Beaver Mountain is a  mountain summit in British Columbia, Canada.

Description

Beaver Mountain is located in the Battle Range of the Selkirk Mountains. The remote peak is situated southwest of the head of the Beaver River and is set on the southern boundary of Glacier National Park. Precipitation runoff from the mountain drains north into the headwaters of Beaver River, and south into Butters Creek which is a tributary of the Duncan River. Beaver Mountain is more notable for its steep rise above local terrain than for its absolute elevation. Topographic relief is significant as the summit rises 1,600 meters (5,250 ft) above Butters Creek in .

History
The mountain was named in August 1890 by Harold Ward Topham of the Alpine Club of England, and Herr Emil Huber and Herr Carl Sultzer of the Swiss Alpine Club.
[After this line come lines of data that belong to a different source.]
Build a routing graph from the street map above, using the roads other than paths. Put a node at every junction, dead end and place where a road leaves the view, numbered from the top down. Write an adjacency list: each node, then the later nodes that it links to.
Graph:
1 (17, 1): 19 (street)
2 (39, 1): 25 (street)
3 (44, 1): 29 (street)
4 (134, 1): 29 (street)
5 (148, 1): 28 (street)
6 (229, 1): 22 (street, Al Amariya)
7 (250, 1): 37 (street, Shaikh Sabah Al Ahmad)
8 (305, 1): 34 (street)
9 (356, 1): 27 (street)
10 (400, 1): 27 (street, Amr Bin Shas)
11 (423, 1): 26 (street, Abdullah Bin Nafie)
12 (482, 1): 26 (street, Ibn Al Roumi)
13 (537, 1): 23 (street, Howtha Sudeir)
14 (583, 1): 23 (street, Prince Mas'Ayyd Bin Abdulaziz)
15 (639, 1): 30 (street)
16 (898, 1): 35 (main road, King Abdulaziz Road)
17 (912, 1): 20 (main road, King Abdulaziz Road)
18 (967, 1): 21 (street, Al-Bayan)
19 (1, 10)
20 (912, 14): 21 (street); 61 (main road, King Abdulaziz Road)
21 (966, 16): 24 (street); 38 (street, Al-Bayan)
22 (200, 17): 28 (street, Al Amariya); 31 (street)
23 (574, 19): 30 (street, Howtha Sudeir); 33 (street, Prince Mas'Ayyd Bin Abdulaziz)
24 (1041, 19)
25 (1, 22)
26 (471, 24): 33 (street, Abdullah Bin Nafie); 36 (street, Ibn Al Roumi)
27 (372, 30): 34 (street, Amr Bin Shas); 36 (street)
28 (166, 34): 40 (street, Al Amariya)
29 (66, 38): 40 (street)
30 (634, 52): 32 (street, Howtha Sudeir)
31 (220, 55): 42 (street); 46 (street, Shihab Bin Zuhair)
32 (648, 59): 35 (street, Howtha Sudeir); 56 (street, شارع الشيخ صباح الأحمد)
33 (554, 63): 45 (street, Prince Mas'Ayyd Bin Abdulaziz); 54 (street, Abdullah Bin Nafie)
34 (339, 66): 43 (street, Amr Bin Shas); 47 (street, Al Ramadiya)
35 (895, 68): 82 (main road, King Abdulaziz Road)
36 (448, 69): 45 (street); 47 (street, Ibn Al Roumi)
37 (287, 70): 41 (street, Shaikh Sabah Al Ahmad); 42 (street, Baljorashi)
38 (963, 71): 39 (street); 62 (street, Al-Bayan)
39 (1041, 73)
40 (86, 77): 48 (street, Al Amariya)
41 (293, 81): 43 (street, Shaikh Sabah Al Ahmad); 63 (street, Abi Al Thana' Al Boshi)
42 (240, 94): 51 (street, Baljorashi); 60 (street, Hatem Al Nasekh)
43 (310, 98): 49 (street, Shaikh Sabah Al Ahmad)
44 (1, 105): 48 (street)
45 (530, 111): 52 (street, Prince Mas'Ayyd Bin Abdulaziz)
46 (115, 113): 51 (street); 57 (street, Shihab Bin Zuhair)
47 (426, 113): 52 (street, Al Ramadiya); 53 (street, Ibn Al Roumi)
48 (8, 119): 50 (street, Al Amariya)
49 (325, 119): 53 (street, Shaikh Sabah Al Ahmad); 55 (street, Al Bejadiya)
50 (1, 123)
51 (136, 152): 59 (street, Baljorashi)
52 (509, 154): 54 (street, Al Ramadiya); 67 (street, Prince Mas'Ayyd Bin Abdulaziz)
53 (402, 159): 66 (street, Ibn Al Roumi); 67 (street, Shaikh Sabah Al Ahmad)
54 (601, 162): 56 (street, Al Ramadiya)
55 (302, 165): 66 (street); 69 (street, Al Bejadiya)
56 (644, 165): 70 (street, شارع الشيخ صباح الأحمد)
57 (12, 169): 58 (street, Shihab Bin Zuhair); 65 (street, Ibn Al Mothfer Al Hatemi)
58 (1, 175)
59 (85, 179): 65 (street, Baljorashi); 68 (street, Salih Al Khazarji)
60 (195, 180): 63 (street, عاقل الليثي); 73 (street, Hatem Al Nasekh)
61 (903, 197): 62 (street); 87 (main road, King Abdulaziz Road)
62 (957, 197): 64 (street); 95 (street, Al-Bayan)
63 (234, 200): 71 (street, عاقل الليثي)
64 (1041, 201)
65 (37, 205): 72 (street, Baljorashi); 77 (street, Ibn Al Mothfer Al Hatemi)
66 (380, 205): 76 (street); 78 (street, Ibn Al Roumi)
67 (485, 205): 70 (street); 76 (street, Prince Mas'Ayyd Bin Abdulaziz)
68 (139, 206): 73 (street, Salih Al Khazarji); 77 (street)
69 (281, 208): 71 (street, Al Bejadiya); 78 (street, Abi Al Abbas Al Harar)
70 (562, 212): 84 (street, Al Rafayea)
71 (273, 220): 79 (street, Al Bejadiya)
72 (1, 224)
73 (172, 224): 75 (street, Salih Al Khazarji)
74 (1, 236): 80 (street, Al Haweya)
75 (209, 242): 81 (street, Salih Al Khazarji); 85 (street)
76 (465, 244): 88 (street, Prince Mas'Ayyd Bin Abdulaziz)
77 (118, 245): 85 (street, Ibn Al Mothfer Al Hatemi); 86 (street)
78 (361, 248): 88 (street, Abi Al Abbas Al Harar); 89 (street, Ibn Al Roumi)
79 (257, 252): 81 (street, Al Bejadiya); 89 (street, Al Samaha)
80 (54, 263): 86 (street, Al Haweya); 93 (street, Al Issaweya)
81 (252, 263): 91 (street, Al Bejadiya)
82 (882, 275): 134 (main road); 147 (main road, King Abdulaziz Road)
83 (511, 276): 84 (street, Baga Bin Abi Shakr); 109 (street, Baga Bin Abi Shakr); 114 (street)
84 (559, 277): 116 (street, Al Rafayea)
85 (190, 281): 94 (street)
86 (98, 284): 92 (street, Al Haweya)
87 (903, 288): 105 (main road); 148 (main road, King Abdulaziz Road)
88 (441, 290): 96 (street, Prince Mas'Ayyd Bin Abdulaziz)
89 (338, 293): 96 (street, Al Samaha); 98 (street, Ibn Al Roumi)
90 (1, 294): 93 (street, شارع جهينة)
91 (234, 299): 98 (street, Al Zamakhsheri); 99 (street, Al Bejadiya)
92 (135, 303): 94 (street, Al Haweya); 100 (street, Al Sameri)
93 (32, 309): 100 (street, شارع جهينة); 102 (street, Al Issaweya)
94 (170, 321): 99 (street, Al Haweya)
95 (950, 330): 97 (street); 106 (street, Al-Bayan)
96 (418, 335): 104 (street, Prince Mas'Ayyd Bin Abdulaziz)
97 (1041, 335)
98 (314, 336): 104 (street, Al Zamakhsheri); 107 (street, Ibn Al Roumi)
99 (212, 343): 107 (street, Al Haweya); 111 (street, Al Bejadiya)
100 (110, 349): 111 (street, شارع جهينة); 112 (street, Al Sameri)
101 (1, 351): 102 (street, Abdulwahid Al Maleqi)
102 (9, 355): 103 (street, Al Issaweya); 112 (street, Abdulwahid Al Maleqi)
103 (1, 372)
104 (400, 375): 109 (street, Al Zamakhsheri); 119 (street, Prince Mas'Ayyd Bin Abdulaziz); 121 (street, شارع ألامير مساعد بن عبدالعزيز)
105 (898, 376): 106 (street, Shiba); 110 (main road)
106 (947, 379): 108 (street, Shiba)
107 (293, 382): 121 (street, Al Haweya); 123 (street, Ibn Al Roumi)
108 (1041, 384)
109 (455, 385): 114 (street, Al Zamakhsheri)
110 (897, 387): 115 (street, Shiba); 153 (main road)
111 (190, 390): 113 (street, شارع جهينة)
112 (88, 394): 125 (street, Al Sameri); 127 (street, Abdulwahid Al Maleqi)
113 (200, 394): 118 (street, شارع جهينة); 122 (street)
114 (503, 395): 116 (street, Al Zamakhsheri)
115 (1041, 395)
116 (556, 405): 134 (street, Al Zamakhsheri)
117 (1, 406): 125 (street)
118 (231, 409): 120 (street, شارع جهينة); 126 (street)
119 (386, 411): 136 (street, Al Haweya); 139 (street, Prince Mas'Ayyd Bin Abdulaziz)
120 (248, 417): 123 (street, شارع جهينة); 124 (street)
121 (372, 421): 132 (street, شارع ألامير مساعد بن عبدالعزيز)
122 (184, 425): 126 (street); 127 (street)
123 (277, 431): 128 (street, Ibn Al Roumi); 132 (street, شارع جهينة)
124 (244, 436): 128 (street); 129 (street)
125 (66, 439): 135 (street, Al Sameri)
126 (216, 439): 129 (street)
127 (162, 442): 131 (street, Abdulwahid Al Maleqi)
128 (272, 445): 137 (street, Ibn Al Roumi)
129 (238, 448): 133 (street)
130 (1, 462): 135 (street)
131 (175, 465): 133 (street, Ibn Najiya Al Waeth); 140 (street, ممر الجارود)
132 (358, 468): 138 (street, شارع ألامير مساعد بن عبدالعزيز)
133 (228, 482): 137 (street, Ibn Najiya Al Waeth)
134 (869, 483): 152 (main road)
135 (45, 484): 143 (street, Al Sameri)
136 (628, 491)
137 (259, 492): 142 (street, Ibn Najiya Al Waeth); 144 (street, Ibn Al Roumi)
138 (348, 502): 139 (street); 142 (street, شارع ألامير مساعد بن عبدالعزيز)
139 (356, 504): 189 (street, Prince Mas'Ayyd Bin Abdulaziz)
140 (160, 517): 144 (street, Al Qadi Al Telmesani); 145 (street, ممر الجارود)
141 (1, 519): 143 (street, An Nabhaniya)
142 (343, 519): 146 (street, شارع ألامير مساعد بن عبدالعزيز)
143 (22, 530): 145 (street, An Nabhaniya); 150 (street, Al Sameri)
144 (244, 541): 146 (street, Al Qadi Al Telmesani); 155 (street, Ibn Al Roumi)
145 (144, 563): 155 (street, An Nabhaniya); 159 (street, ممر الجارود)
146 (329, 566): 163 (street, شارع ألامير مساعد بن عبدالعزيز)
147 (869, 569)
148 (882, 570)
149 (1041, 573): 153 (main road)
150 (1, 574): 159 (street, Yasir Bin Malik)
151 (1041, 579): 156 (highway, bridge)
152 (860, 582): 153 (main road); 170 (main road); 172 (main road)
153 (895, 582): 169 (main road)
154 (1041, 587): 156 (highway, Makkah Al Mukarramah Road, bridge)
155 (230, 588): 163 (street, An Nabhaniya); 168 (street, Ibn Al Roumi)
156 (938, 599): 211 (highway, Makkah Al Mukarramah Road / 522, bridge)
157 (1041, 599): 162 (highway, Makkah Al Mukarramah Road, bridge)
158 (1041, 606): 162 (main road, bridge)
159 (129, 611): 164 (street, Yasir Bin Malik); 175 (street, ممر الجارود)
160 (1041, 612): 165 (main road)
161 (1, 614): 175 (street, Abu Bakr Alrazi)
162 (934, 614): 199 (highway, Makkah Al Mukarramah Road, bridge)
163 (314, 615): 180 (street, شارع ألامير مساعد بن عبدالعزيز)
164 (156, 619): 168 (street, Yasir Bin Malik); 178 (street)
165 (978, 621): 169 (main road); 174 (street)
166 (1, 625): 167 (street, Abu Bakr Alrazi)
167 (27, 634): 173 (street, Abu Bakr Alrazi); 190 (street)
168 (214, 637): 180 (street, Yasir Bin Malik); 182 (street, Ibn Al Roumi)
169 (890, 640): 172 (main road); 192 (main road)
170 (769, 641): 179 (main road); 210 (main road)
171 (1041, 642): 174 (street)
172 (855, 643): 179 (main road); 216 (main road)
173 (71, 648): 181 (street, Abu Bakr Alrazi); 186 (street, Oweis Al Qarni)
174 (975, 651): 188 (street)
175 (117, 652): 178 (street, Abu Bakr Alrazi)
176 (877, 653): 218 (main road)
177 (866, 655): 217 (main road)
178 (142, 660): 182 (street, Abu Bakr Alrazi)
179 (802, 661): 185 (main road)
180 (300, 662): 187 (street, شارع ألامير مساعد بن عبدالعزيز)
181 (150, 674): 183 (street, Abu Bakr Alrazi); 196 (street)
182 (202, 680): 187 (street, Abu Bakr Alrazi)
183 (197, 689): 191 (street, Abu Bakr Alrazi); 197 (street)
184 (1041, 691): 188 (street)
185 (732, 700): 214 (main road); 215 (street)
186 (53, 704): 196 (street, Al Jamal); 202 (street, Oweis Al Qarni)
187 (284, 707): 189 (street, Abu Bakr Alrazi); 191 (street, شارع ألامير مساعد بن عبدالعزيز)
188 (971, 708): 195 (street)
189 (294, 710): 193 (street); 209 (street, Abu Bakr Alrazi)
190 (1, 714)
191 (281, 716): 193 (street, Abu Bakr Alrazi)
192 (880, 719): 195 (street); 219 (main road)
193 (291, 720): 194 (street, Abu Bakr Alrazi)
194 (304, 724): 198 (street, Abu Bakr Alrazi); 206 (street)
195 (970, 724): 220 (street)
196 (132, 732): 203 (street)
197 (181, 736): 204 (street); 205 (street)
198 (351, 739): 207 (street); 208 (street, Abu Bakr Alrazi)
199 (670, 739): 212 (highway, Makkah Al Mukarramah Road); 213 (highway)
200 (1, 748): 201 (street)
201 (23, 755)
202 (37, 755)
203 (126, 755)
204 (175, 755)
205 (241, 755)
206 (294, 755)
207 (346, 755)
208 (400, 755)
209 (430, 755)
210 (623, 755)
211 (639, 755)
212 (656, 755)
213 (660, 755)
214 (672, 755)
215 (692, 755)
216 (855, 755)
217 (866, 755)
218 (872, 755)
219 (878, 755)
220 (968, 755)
The mountain is named in association with Beaver River, which in turn was named for the great number of beavers that once inhabited the valley. The mountain's toponym was officially adopted on July 29, 1904, by the Geographical Names Board of Canada. 

The first ascent of the summit was made August 25, 1913, by Edward W. D. Holway, Ernest Feus and Christian Häsler, Jr.

Climate

Based on the Köppen climate classification, Beaver Mountain is located in a subarctic climate zone with cold, snowy winters, and mild summers. Winter temperatures can drop below −20 °C with wind chill factors below −30 °C. This climate supports the Duncan Névé and Beaver Glacier on the north slope, and two smaller unnamed glaciers on the south slope of the peak.

See also
Geography of British Columbia

References

External links
 Glacier National Park: Parks Canada

Three-thousanders of British Columbia
Selkirk Mountains
Kootenay Land District
Glacier National Park (Canada)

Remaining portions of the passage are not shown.